The unexpected effectiveness of Python in science
In a keynote on the first day of PyCon 2017, Jake VanderPlas looked at the relationship between Python and science. Over the last ten years or so, there has been a large rise in the amount of Python code being used—and released—by scientists. There are reasons for that, which VanderPlas described, but, perhaps more importantly, the growing practice of releasing all of this code can help solve one of the major problems facing science today: reproducibility.
VanderPlas said that it was his sixth PyCon; he started coming as "scruffy PhD. student" on a travel grant from the Python Software Foundation.
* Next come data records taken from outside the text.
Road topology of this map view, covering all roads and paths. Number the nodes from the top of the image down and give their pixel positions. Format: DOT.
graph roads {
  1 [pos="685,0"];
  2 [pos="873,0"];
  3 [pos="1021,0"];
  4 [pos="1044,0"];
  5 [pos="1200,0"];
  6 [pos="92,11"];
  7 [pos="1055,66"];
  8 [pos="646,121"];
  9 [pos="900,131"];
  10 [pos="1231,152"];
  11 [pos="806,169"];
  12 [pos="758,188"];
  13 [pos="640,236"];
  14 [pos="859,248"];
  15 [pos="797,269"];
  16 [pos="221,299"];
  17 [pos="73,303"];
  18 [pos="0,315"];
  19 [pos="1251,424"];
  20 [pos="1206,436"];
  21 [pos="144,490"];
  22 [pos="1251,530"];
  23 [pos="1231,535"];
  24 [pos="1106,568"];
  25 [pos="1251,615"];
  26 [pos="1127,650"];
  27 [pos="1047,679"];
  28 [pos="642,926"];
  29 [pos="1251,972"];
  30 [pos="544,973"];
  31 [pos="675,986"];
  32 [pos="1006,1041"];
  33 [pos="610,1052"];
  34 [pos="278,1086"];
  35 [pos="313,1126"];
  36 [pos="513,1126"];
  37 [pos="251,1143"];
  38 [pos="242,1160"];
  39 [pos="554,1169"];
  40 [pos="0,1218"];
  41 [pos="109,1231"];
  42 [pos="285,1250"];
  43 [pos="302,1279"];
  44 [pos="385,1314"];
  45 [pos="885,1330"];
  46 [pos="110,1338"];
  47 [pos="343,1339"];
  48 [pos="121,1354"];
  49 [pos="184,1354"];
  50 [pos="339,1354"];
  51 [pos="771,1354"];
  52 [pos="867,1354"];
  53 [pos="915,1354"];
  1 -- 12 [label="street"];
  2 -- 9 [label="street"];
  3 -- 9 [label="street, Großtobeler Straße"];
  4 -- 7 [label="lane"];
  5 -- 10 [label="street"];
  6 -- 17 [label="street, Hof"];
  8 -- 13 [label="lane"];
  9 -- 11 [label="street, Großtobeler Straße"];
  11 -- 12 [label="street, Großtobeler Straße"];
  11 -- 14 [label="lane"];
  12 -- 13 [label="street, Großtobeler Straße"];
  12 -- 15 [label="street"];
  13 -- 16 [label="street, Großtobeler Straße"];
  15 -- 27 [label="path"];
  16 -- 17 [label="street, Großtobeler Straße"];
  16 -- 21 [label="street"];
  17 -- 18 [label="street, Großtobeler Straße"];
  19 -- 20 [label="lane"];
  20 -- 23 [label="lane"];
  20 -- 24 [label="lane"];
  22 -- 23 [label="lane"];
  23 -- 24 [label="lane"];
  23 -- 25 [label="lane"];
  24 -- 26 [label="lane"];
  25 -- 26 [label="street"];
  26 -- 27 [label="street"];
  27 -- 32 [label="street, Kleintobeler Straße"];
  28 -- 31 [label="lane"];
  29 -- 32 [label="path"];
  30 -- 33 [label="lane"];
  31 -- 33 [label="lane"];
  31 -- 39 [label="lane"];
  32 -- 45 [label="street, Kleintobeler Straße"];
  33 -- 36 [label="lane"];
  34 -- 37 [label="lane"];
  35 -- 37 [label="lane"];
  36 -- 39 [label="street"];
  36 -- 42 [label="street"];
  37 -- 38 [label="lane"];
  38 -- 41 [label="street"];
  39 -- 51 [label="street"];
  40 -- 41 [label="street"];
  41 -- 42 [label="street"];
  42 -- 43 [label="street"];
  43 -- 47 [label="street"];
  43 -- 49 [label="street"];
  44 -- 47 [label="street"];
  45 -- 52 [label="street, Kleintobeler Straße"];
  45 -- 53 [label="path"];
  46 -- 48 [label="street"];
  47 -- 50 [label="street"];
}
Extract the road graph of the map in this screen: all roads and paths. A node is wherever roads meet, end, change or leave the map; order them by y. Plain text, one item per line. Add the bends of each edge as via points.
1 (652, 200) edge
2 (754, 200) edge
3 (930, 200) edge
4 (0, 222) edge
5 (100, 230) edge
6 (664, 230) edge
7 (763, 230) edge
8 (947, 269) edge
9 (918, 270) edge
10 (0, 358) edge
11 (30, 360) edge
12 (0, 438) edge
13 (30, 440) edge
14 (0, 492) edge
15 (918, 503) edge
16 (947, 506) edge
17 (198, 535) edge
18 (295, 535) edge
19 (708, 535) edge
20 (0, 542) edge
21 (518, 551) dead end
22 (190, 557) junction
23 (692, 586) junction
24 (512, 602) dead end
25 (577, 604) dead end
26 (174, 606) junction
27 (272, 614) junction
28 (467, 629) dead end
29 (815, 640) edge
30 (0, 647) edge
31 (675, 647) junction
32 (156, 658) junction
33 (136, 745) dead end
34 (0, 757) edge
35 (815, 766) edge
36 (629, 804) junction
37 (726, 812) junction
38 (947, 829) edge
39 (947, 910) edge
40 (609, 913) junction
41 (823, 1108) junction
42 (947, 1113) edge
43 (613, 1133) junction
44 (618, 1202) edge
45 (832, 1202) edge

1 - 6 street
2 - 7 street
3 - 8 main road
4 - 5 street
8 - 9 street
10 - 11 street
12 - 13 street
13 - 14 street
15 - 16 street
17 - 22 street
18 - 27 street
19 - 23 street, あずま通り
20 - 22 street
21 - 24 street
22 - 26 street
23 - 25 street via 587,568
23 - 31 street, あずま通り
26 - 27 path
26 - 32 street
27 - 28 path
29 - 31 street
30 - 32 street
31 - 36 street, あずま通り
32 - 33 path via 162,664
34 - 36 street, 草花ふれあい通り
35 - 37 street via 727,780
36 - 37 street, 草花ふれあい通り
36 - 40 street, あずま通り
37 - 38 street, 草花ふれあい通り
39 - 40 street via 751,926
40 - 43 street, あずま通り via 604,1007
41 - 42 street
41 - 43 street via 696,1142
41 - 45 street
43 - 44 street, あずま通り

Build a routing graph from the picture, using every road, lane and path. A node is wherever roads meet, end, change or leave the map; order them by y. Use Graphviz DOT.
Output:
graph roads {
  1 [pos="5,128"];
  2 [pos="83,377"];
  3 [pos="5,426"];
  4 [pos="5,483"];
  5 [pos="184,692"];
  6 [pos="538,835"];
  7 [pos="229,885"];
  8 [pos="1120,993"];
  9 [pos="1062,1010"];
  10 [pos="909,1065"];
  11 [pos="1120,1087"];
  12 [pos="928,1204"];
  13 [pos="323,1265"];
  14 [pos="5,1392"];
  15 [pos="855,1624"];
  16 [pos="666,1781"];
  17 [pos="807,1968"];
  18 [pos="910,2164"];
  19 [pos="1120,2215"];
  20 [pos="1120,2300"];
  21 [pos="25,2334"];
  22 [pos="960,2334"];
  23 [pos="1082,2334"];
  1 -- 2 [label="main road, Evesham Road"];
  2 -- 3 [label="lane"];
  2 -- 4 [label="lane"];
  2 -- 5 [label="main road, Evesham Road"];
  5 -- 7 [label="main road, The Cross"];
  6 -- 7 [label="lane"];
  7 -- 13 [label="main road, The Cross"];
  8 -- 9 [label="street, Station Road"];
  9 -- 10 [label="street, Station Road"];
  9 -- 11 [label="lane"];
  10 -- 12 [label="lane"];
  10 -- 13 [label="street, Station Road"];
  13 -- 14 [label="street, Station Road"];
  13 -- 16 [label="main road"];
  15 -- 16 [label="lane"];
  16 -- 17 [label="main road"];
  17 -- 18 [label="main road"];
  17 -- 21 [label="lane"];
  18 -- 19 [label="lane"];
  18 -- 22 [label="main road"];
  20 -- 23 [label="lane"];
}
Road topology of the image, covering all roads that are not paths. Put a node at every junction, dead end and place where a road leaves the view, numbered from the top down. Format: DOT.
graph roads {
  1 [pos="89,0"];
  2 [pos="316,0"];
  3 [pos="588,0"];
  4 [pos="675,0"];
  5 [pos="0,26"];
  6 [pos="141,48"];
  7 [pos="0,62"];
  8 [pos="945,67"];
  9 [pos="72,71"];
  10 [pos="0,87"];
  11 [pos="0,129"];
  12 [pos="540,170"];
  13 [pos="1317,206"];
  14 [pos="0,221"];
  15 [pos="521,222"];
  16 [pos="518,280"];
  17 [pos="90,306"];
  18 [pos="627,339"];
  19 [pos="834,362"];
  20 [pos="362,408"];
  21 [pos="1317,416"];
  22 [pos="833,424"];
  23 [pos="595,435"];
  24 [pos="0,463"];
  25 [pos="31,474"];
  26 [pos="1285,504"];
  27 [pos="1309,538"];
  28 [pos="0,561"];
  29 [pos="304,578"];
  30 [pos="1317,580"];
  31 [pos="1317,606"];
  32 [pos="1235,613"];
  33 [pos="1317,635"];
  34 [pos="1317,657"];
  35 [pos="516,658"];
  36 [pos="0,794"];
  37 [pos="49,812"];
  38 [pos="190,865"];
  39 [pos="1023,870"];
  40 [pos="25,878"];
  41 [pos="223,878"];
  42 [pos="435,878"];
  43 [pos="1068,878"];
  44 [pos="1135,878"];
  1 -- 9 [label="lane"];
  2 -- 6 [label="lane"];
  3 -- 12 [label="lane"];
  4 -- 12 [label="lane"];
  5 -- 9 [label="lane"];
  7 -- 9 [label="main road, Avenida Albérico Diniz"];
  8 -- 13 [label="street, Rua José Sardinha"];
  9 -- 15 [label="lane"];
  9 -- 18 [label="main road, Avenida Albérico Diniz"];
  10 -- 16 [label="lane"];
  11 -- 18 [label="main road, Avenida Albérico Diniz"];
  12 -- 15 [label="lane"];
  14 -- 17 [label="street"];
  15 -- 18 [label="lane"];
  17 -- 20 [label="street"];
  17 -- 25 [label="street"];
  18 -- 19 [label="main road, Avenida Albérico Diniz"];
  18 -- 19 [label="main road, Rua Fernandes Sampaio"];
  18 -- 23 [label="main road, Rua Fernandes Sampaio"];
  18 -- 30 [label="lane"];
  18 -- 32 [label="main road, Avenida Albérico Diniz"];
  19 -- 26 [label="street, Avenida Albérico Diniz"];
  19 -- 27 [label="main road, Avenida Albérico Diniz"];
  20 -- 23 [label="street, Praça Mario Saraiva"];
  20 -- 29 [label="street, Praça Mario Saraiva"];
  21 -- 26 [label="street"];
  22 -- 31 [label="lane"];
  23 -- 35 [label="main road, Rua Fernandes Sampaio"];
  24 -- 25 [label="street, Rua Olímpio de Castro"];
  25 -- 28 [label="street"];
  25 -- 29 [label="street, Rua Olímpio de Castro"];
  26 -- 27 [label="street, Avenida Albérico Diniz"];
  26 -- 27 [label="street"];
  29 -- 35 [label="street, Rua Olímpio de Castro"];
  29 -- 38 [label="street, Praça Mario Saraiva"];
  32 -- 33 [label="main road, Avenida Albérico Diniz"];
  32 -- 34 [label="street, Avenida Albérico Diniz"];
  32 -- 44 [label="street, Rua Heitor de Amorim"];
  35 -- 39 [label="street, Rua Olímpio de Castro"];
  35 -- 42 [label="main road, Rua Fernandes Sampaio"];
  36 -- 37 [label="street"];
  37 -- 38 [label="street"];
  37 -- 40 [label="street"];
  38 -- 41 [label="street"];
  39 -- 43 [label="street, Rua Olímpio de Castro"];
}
In those days, he never imagined that he might some day be addressing the conference.
He likened PyCon to a mosaic; other conferences, like the SciPy conference or DjangoCon, give attendees a look at a specific slice of the Python community. At PyCon "you get it all". Each slice of the Python community has its own way of doing things, its own tools, and so on. In a conversation at PyCon, he once heard someone describe IPython as bloated and said that it promoted bad software practices, which was exactly the opposite of what he thought since he uses the tool regularly. That comment reflects that the other person uses Python for different reasons than he does. He suggested that attendees take the opportunity of the conference to talk to others who use Python in a different way; it might lead to new tools or insights.
He has worked on various projects, including SciPy, scikit-learn, and Astropy. He has a blog and has written several books on Python topics. His day job is at the University of Washington's eScience Institute, where he helps researchers "use computing more effectively", especially on large data sets.
Astronomy
Beyond all that, VanderPlas is an astronomer; he wanted to talk about how he uses Python as a scientist and astronomer. He put up a slide (Speaker Deck slides) showing Edwin Hubble at the eyepiece of a telescope in 1949, which is "a nice, romantic view of astronomy". But, he noted that in his ten years as an astronomer, he has never looked through a lens; these days, astronomers do database queries, he said.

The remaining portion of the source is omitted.